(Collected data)
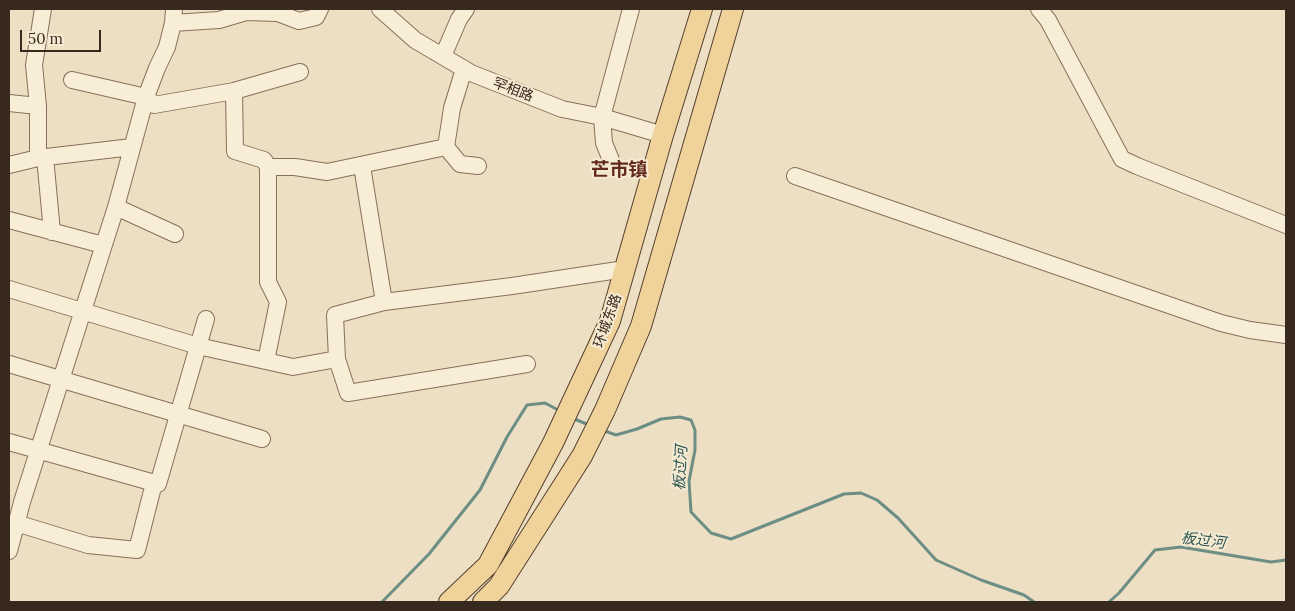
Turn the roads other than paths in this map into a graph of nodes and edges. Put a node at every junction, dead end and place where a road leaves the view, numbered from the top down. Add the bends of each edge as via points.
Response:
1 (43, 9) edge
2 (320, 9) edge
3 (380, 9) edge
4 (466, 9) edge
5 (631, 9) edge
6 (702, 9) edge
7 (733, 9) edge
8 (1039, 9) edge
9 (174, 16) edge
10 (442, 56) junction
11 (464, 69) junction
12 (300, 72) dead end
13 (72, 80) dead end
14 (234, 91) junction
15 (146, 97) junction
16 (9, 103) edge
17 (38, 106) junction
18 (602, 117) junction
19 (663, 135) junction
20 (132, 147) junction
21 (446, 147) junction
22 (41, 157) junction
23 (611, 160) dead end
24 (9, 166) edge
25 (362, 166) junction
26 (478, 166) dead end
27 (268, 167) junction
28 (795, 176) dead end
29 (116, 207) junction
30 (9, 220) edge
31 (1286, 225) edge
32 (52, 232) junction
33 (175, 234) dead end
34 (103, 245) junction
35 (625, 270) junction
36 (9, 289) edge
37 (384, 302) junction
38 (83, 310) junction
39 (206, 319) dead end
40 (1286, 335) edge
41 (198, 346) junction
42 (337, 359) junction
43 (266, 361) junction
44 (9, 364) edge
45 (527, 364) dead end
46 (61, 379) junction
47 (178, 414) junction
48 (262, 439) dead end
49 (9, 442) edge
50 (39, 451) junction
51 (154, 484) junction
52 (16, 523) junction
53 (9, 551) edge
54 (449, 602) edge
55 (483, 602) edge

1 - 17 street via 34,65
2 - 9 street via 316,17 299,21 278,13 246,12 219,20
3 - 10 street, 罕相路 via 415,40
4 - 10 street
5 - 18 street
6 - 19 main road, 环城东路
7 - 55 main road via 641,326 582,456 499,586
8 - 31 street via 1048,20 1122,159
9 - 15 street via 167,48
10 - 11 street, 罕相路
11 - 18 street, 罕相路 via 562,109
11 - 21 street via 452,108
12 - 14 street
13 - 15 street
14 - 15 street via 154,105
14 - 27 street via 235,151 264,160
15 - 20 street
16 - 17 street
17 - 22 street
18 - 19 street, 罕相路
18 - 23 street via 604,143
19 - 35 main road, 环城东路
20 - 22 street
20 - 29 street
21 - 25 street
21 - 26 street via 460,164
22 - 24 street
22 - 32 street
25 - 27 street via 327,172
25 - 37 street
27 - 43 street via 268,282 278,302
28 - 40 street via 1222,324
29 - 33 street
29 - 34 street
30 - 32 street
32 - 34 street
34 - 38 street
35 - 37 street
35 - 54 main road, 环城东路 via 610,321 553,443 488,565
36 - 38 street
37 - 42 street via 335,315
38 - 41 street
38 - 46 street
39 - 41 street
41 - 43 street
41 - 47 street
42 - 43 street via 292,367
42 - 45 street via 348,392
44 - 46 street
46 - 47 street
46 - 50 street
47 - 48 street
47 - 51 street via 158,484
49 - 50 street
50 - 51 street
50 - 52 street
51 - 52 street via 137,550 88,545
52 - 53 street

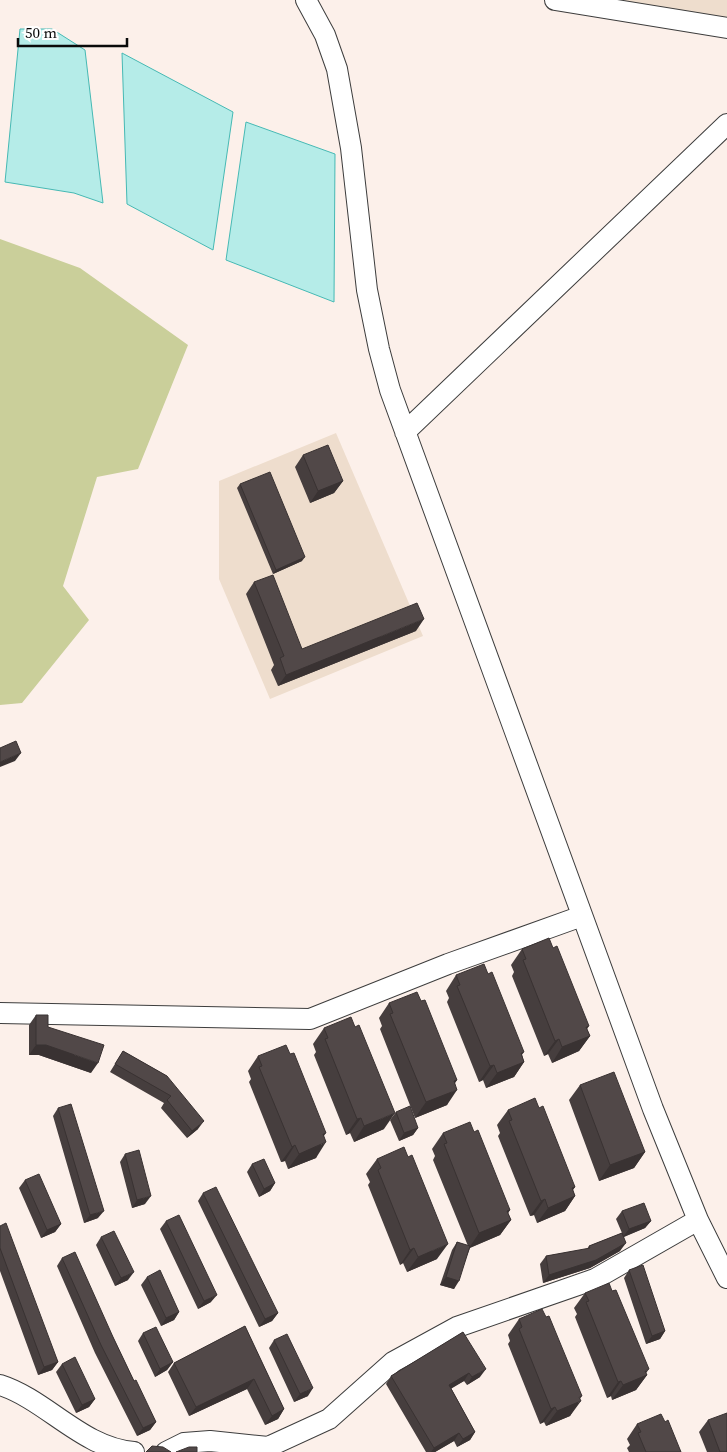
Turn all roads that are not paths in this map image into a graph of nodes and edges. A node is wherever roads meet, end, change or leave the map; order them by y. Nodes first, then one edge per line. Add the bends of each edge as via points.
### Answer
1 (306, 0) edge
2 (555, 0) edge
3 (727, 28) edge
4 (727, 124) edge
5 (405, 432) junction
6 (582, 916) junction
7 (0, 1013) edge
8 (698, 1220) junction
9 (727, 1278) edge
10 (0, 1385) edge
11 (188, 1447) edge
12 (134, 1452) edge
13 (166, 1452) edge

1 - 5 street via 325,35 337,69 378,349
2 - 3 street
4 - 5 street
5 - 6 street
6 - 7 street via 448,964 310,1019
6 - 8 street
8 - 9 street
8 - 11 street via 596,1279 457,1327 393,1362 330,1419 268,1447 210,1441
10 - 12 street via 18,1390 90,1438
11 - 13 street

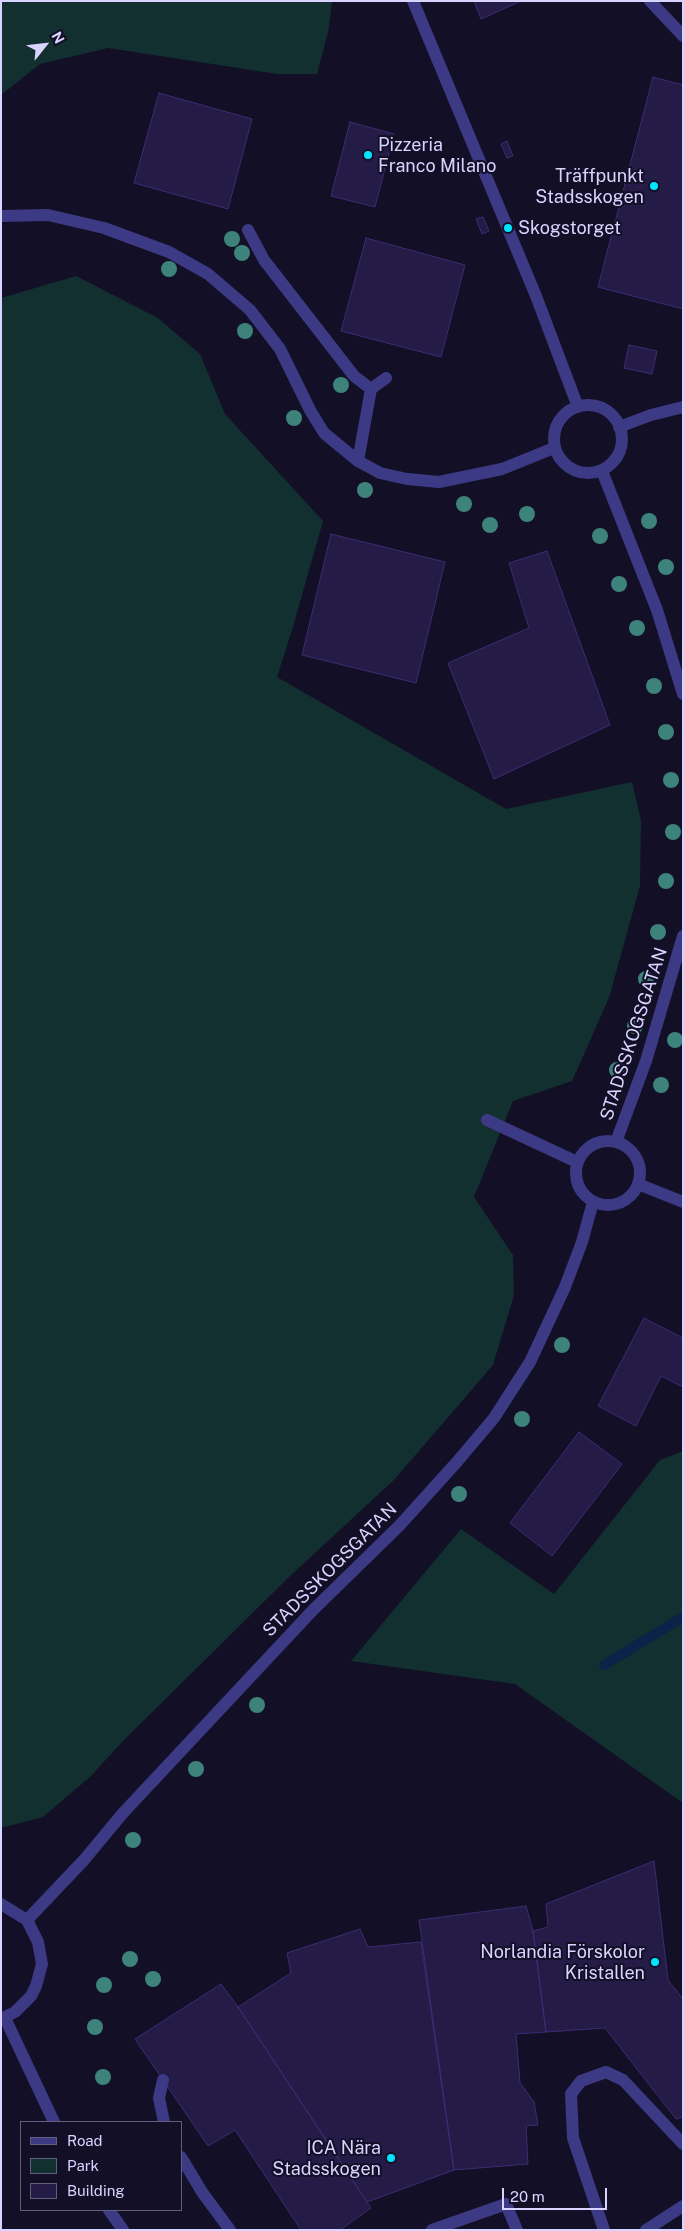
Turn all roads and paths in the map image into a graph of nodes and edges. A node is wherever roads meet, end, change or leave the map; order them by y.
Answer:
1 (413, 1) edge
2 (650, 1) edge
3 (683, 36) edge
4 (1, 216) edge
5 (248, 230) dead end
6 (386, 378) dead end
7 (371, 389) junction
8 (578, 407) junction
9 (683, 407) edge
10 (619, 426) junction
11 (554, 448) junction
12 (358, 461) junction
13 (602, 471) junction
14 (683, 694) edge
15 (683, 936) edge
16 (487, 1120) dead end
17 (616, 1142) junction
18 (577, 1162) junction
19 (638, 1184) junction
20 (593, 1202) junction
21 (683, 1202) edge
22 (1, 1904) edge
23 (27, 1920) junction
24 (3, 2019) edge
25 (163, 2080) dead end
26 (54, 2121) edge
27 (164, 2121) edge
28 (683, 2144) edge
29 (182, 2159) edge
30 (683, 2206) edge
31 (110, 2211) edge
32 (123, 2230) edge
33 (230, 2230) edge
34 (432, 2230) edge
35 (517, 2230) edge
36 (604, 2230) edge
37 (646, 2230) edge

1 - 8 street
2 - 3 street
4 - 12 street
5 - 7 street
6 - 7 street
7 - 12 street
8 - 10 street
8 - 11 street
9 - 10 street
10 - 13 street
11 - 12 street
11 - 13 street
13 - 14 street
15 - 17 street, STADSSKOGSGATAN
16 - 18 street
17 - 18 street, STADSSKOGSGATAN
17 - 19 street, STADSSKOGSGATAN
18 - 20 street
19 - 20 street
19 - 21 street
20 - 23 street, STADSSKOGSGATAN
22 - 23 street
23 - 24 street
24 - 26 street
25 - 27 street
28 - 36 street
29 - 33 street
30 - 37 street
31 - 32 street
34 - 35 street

__WHAT THE TASK REQUIRES__
How would the lines above read from the one with "Turn all roads that" to the one with "Turn all roads and", inclusive, with no pictures? Write them out exactly.

__OUTPUT OF THE TASK__
Turn all roads that are not paths in this map image into a graph of nodes and edges. A node is wherever roads meet, end, change or leave the map; order them by y. Nodes first, then one edge per line. Add the bends of each edge as via points.
### Answer
1 (306, 0) edge
2 (555, 0) edge
3 (727, 28) edge
4 (727, 124) edge
5 (405, 432) junction
6 (582, 916) junction
7 (0, 1013) edge
8 (698, 1220) junction
9 (727, 1278) edge
10 (0, 1385) edge
11 (188, 1447) edge
12 (134, 1452) edge
13 (166, 1452) edge

1 - 5 street via 325,35 337,69 378,349
2 - 3 street
4 - 5 street
5 - 6 street
6 - 7 street via 448,964 310,1019
6 - 8 street
8 - 9 street
8 - 11 street via 596,1279 457,1327 393,1362 330,1419 268,1447 210,1441
10 - 12 street via 18,1390 90,1438
11 - 13 street

Turn all roads and paths in the map image into a graph of nodes and edges. A node is wherever roads meet, end, change or leave the map; order them by y.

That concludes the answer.